Amazon QLDB Design Pricinples

623 views Asked by At

I'm wondering the best way to design tables in QLDB and whether it's best to perform joins or perhaps have nested documents. For example, if I have the tables transaction and payment where a payment must be associated to a transaction. Which of the following options are best;

Nested Document Option (One table)

{
    'payment_reference': 'abc123',
    'transaction': {
        'id': 123,
        'name': 'John Doe',
        'amount': '$10'
    },
    'fees': '$2',
    'amount_paid': '$12'
}

Two Table Option

Payment Document

{
    'payment_reference': 'abc123',
    'transaction_id': 12,
    'fees': '$2',
    'amount_paid': '$12'
}

Transaction Document

{
    'id': 123,
    'amount': '$10',
    'name': 'John Doe',
   
}

2

There are 2 answers

0
Ymartin On BEST ANSWER

I think @Aurgho has answered your question. But I am going to put my general thoughts based on what Aurgho said, which might help others coming to this post with similar question.

There are multiple factors that can influence your design decision, along with the quotas and limits QLDB imposes. Here are few pointers that might help you think forward:

  • Query Pattern: At this point, Amazon QLDB allows creation of indexes only on the top level fields. In the nested document design(Option #1), if your queries are going to be on any of the fields of the nested document, then those queries won't use index and will perform scans. This can impact your performance. With Option #2, you can have indexes on both the tables and use those indexed fields in your join criteria.

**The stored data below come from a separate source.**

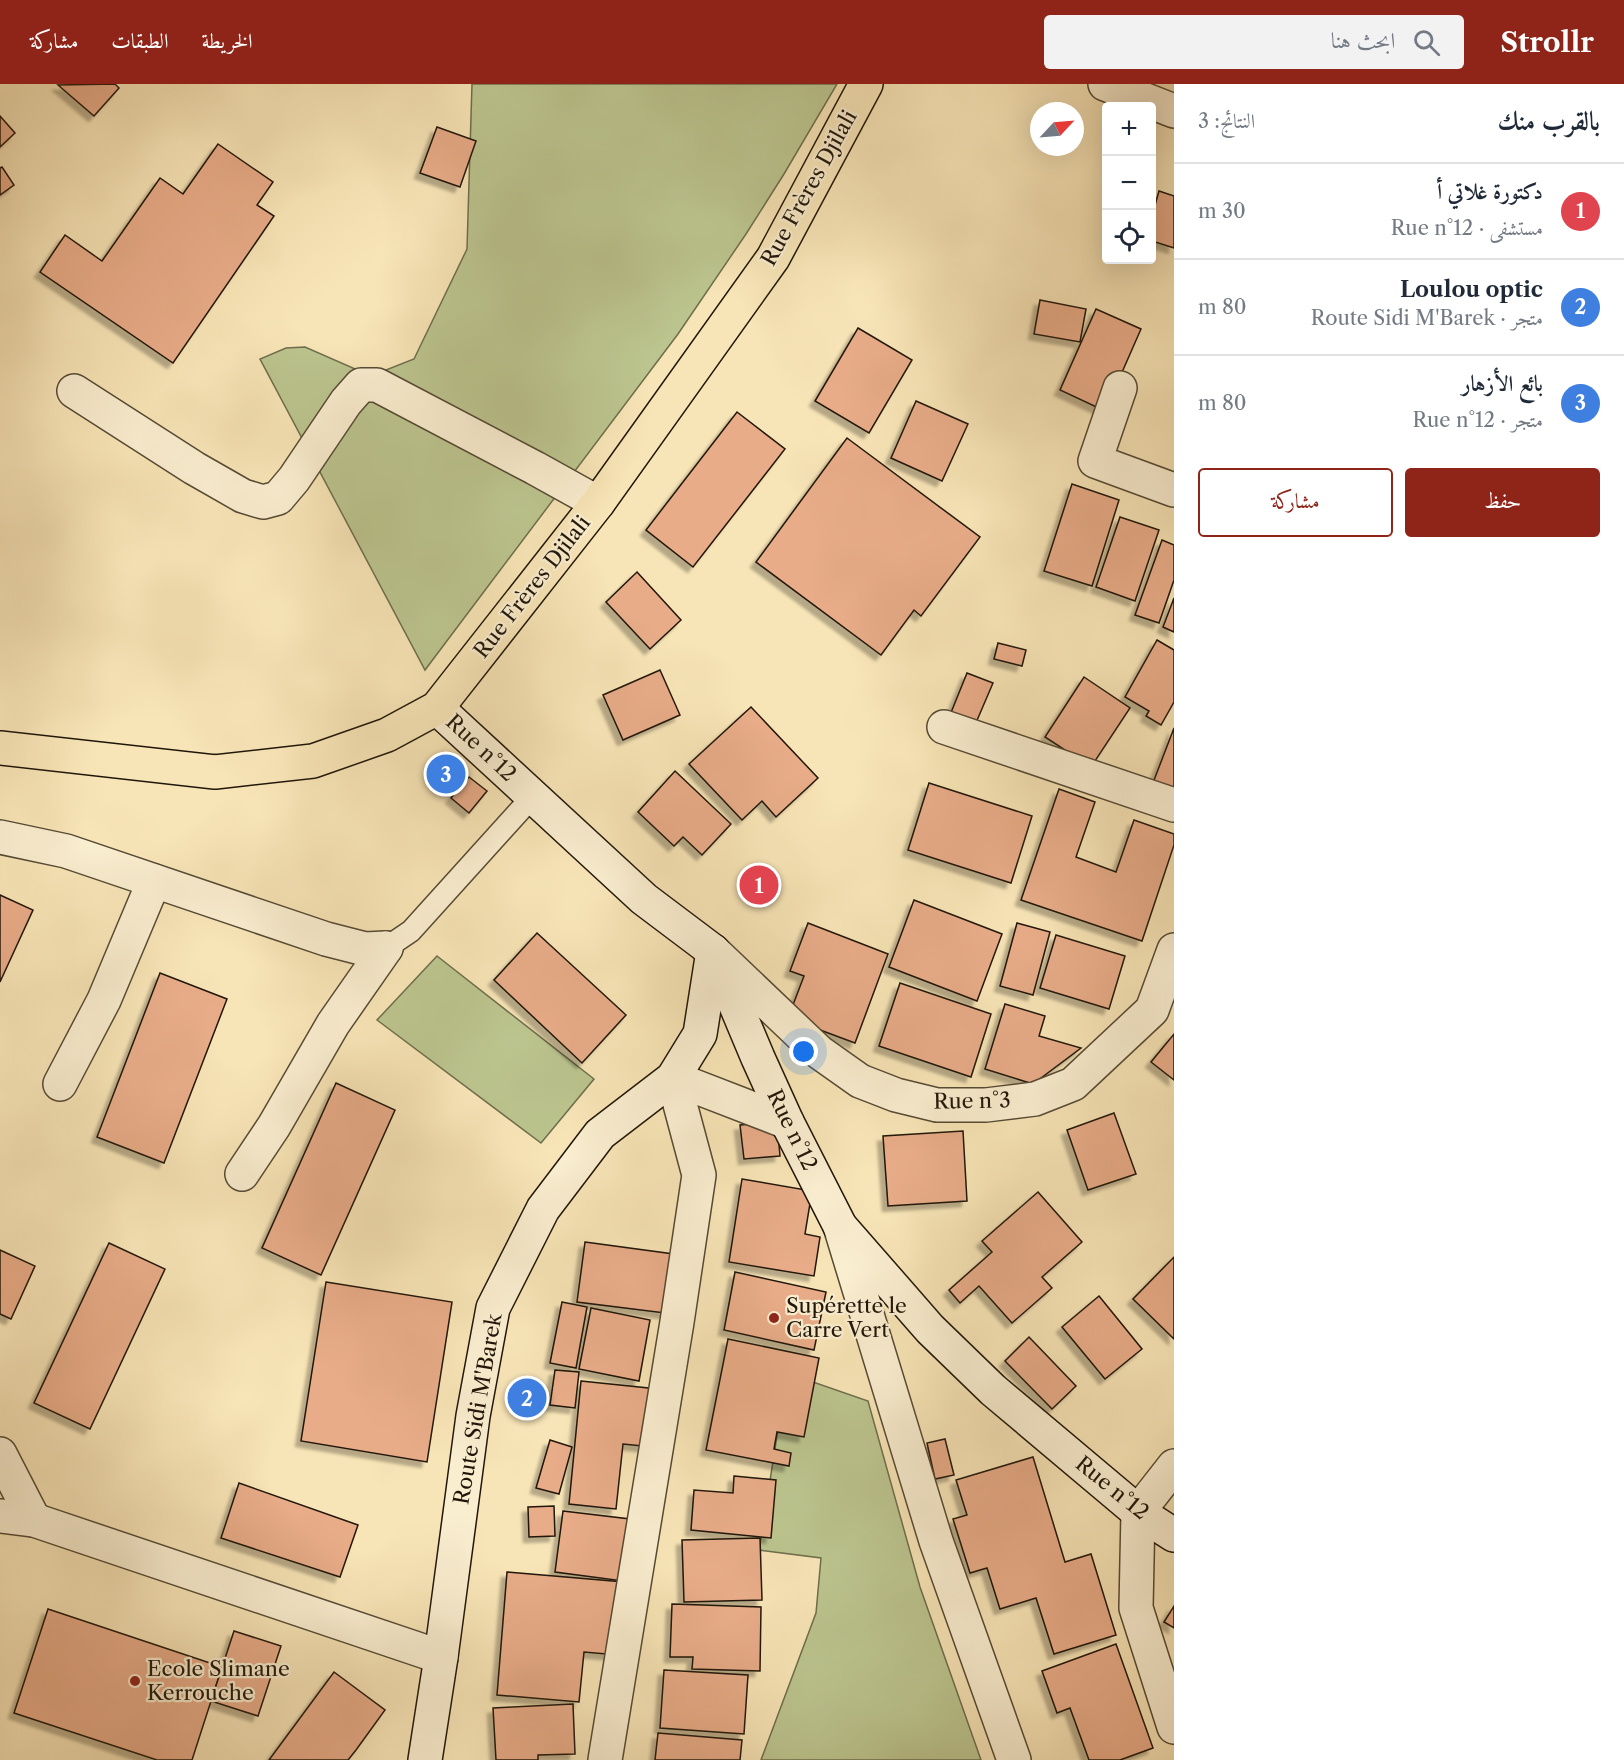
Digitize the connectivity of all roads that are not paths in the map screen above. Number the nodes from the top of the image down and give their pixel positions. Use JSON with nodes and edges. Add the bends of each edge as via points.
{"nodes":[{"id":1,"x":866,"y":84,"type":"edge"},
{"id":2,"x":1105,"y":84,"type":"edge"},
{"id":3,"x":1174,"y":111,"type":"edge"},
{"id":4,"x":1120,"y":388,"type":"dead end"},
{"id":5,"x":74,"y":391,"type":"dead end"},
{"id":6,"x":1174,"y":490,"type":"edge"},
{"id":7,"x":598,"y":503,"type":"junction"},
{"id":8,"x":437,"y":708,"type":"junction"},
{"id":9,"x":944,"y":727,"type":"dead end"},
{"id":10,"x":0,"y":748,"type":"edge"},
{"id":11,"x":533,"y":796,"type":"junction"},
{"id":12,"x":1174,"y":805,"type":"edge"},
{"id":13,"x":0,"y":837,"type":"edge"},
{"id":14,"x":154,"y":881,"type":"junction"},
{"id":15,"x":386,"y":948,"type":"junction"},
{"id":16,"x":1174,"y":950,"type":"edge"},
{"id":17,"x":713,"y":951,"type":"junction"},
{"id":18,"x":673,"y":1077,"type":"junction"},
{"id":19,"x":60,"y":1084,"type":"dead end"},
{"id":20,"x":788,"y":1122,"type":"junction"},
{"id":21,"x":243,"y":1174,"type":"dead end"},
{"id":22,"x":840,"y":1226,"type":"junction"},
{"id":23,"x":0,"y":1454,"type":"edge"},
{"id":24,"x":1174,"y":1466,"type":"edge"},
{"id":25,"x":1138,"y":1512,"type":"junction"},
{"id":26,"x":0,"y":1516,"type":"edge"},
{"id":27,"x":34,"y":1520,"type":"junction"},
{"id":28,"x":1174,"y":1535,"type":"edge"},
{"id":29,"x":441,"y":1657,"type":"junction"},
{"id":30,"x":1174,"y":1727,"type":"edge"},
{"id":31,"x":425,"y":1760,"type":"edge"},
{"id":32,"x":605,"y":1760,"type":"edge"},
{"id":33,"x":1014,"y":1760,"type":"edge"}],
"edges":[{"from":1,"to":7,"type":"main road","name":"Rue Frères Djilali","via":[[773,258]]},
{"from":2,"to":3,"type":"street"},
{"from":4,"to":6,"type":"street","via":[[1095,461]]},
{"from":5,"to":7,"type":"street","via":[[194,468],[243,496],[263,502],[278,498],[362,385],[376,385]]},
{"from":7,"to":8,"type":"main road","name":"Rue Frères Djilali"},
{"from":8,"to":10,"type":"main road","name":"Rue Frères Djilali","via":[[387,735],[313,761],[215,772]]},
{"from":8,"to":11,"type":"street","name":"Rue n°12"},
{"from":9,"to":12,"type":"street"},
{"from":11,"to":15,"type":"lane","via":[[411,931]]},
{"from":11,"to":17,"type":"street","name":"Rue n°12","via":[[644,899]]},
{"from":13,"to":14,"type":"street","via":[[66,851]]},
{"from":14,"to":15,"type":"street","via":[[326,939],[365,949]]},
{"from":14,"to":19,"type":"street","via":[[104,1000]]},
{"from":15,"to":21,"type":"street","via":[[333,1024]]},
{"from":16,"to":17,"type":"street","name":"Rue n°3","via":[[1152,1010],[1072,1084],[1035,1099],[986,1105],[937,1105],[861,1082],[819,1052]]},
{"from":17,"to":18,"type":"street","name":"Route Sidi M'Barek","via":[[700,1034]]},
{"from":17,"to":20,"type":"street","name":"Rue n°12"},
{"from":18,"to":20,"type":"street"},
{"from":18,"to":29,"type":"street","name":"Route Sidi M'Barek","via":[[600,1134],[543,1209],[493,1308],[473,1416]]},
{"from":18,"to":32,"type":"street","via":[[699,1175]]},
{"from":20,"to":22,"type":"street","name":"Rue n°12"},
{"from":22,"to":25,"type":"street","name":"Rue n°12","via":[[938,1337],[993,1390]]},
{"from":22,"to":33,"type":"street","via":[[936,1541]]},
{"from":23,"to":27,"type":"street"},
{"from":24,"to":25,"type":"street"},
{"from":25,"to":28,"type":"street","name":"Rue n°12"},
{"from":25,"to":30,"type":"street","via":[[1136,1608]]},
{"from":26,"to":27,"type":"street"},
{"from":27,"to":29,"type":"street"},
{"from":29,"to":31,"type":"street","name":"Route Sidi M'Barek"}]}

  • Access pattern: Are you going to have significantly more writes than reads? If your reads are sparse and not extremely sensitive to a little elevated latency, Option #1 might be better from data modeling perspective, where are all the payment related information is captured in a single document. On the other hand, if you have a lot more reads and the reads are latency sensitive, you should evaluate your options from the previous point's perspective.

  • Quotas and Limits: Amazon QLDB has quotas on the document size (which is currently at 128 KB) https://docs.aws.amazon.com/qldb/latest/developerguide/limits.html#limits.fixed. If your plan to add more fields as you go, the per document size can keep increasing with the nested fields and you might eventually run into the document size limit. There are other quotas too which can impact your decision based on your use case.

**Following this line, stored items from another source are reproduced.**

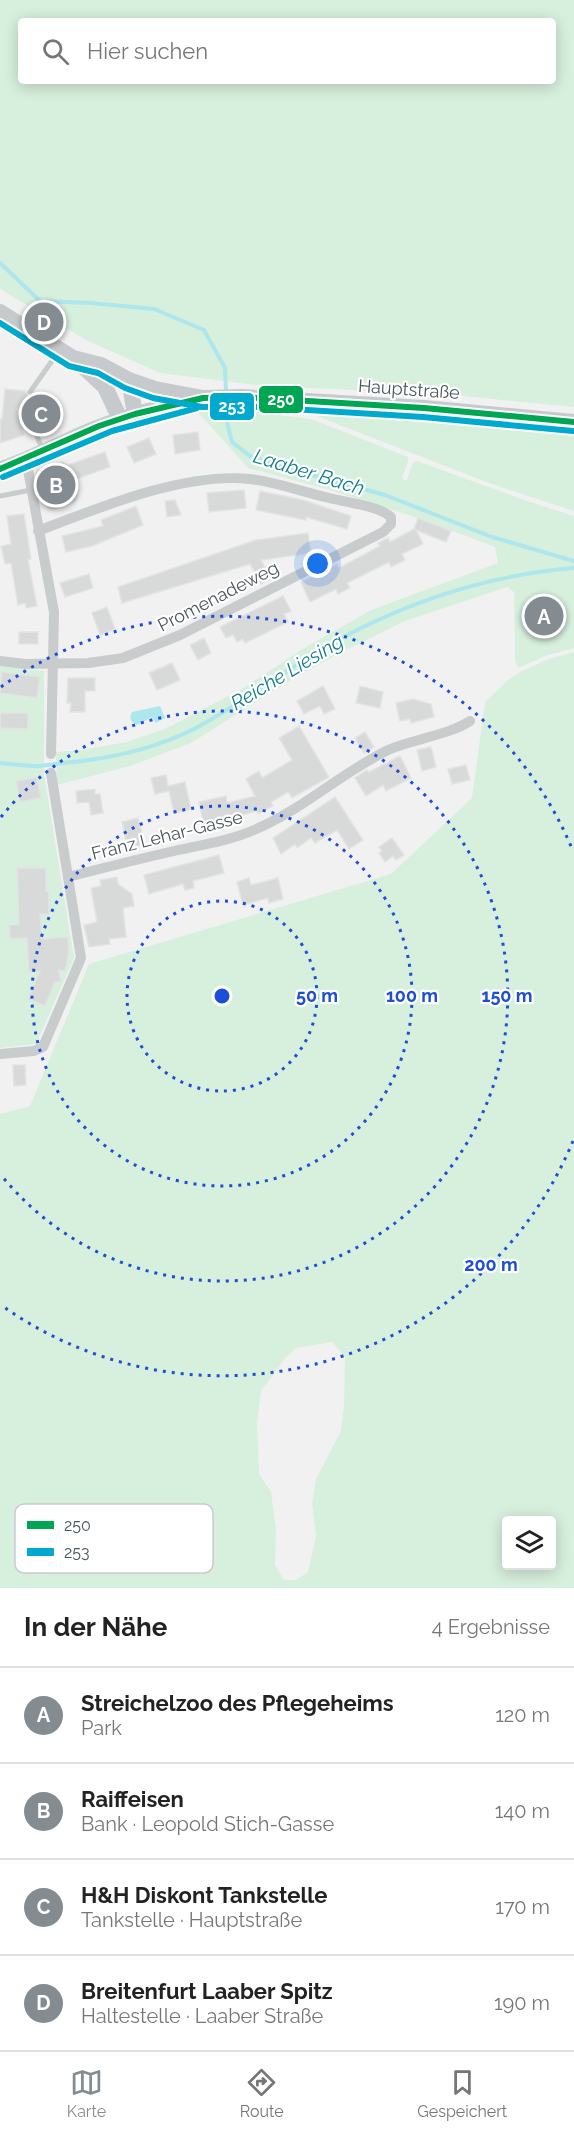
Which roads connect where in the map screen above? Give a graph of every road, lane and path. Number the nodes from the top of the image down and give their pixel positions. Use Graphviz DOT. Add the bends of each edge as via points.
graph roads {
  1 [pos="0,312"];
  2 [pos="66,354"];
  3 [pos="129,380"];
  4 [pos="30,392"];
  5 [pos="204,398"];
  6 [pos="29,410"];
  7 [pos="128,417"];
  8 [pos="574,422"];
  9 [pos="43,452"];
  10 [pos="26,459"];
  11 [pos="0,469"];
  12 [pos="31,490"];
  13 [pos="0,496"];
  14 [pos="38,531"];
  15 [pos="0,661"];
  16 [pos="52,663"];
  17 [pos="470,721"];
  18 [pos="51,754"];
  19 [pos="51,773"];
  20 [pos="68,878"];
  21 [pos="0,1054"];
  1 -- 2 [label="main road"];
  2 -- 3 [label="main road, Hauptstraße" via="101,365"];
  2 -- 4 [label="lane"];
  2 -- 7 [label="main road" via="105,387"];
  3 -- 5 [label="main road, Hauptstraße"];
  3 -- 7 [label="main road"];
  5 -- 7 [label="main road"];
  5 -- 8 [label="main road, Hauptstraße" via="424,408"];
  6 -- 9 [label="lane"];
  7 -- 9 [label="main road"];
  9 -- 10 [label="main road"];
  10 -- 11 [label="main road"];
  10 -- 12 [label="street"];
  12 -- 13 [label="lane"];
  12 -- 14 [label="street"];
  14 -- 16 [label="street" via="54,612"];
  14 -- 16 [label="street, Promenadeweg" via="116,501 166,487 227,479 270,482 368,507 391,517 391,524 383,532 154,647 106,662"];
  15 -- 16 [label="street, Promenadeweg"];
  16 -- 18 [label="street"];
  17 -- 20 [label="street, Franz Lehar-Gasse" via="388,750 256,830"];
  19 -- 20 [label="street"];
  20 -- 21 [label="street" via="81,958 43,1047"];
}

Generally speaking, if you are not going to query on a field in the nested document and/or your writes >>> reads and/or your reads are not super sensitive to latency and/or your document size will stay within the currently imposed limits, you could do with Option #1. Having all your data in one document can ease you at the application layer when you are pushing the data into QLDB(just one insert) and when you have to process the documents in your code, but you will have to choose your trade-offs correctly.

These are just general pointers to help you think forward. You could have other use cases where either of the design options becomes more convincing than the other and you can trade-off certain advantages/disadvantages between the two.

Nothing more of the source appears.